We summited at 1:00 that afternoon. After a short time on top taking photos, we rappelled down to the snow for an enjoyable glissade. We got back to base camp at around 6:00, then packed up and moved camp down the trail to attempt to take some of the sting out of the hike out the next day.

 

We moved camp to a nice site at Martin Creek, at mile 15. Our tired, hungry bodies didn't want to go any further that night. Monday, our feet felt no better, and our packs seemed to have gained weight! The hike out was grueling, and our feet ached! We took occasional breaks, but each time we stopped, our feet would hurt worse! We had 15 miles to hike out to the trailhead and clean cotton. Going slower only made it worse. About mile 12, I decided to just kick it in, ratchet up the pace to about 3 miles per hour (from the steady 2 we had been keeping), and I stopped for nobody! Not even the group of very large men in dark glasses wearing brand spankin' new backpacking gear! I was tired of getting no respect, nobody yielding the trail even though I had the law of gross tonnage behind me (large pack, fast pace, and good forward momentum), but I must have had this crazy, wounded bear kind of look, cause these guys parted like the Red Sea! Only later did I find out that Laura Bush was visiting the park that day, and it was her entourage that we passed, she was on the side of the trail with a park naturalist (my brother noticed her, but he lives in DC) and there I was, all 5'4" of me forcing the secret service off the trail! But I hurt too badly to stop! I mean, everyone knows that you don't mess with a wounded bear! Needless to say, we were focused. My two brothers were well ahead of Jim and me, and it wasn't until we were back to the parking lot that we realized what was going on in the rain forest.

 

Footwear notes: two of the group did the approach in trail running shoes. Aching feet, but not as badly as the two in hiking boots. I wore hiking boots in and used plastic boots on the climb. The shoe change was great! My feet felt great during the climb.
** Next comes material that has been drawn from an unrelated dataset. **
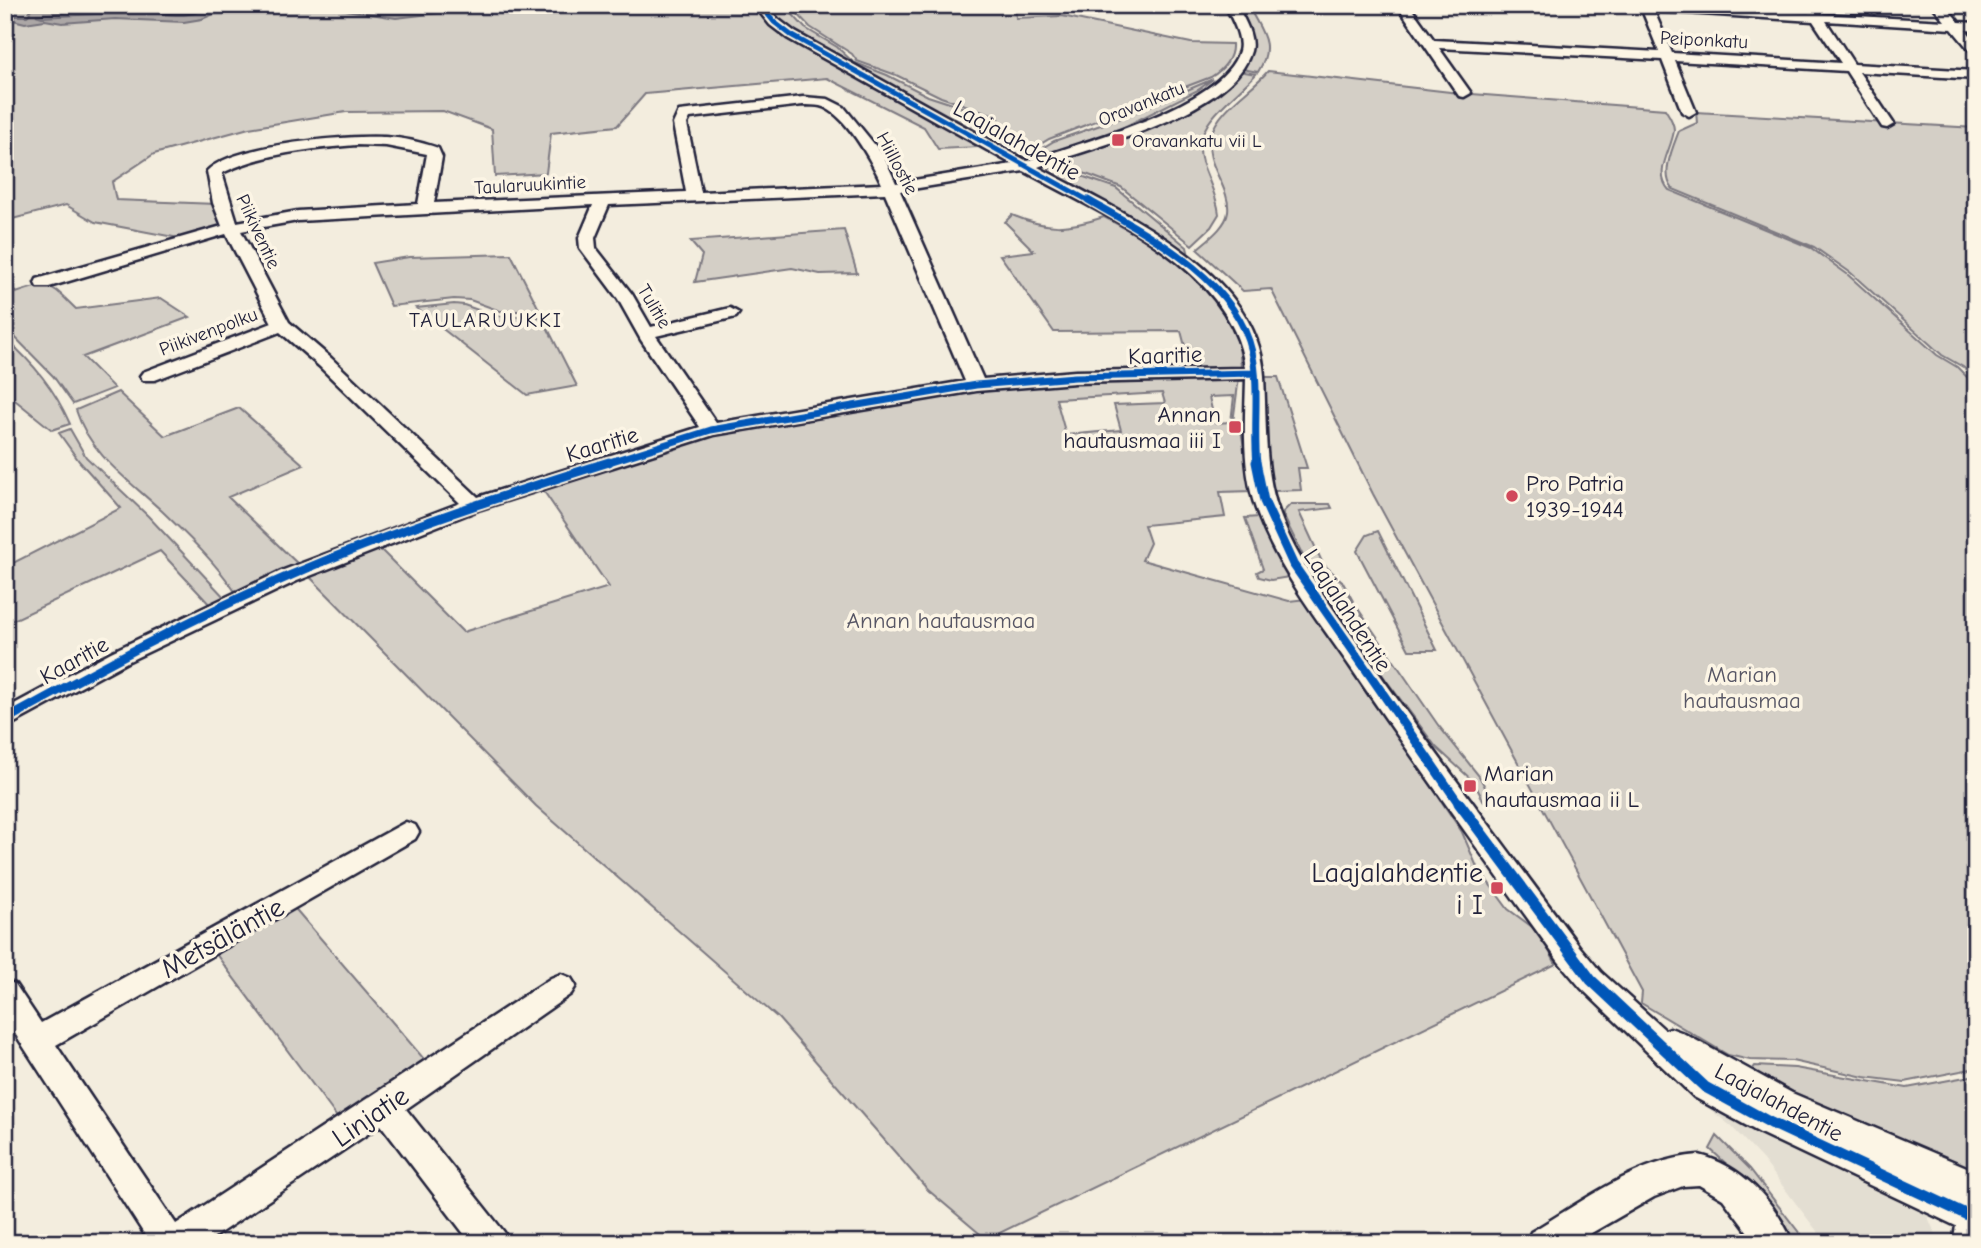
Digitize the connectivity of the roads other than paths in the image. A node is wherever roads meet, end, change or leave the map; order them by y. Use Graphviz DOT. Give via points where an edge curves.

They started aching again on the way out. I was wondering if it is just that the hiking boot isn't designed to support that kind of impact (flat trail, heavy heel strike, heavy pack). Yes, I realize that I could have taken lighter gear, packed lighter, but I think I did well to keep my pack to under 40 pounds for a four-day trip with climbing gear. My brothers' feet still hurt, but not until the hike out. The running shoes seemed to be the footwear of choice among our small group. I loved the plastic boots on the climb. I took off the plastic shell for the rock pitch (climbed in the inner boot - I have Lowa Denali's).

 

Truly a magic climb - one to be savored. We only wished we had more time to enjoy the trip out, too, and not beat out the last 15 miles, but we were ready for real food, cotton clothes, and a hot shower.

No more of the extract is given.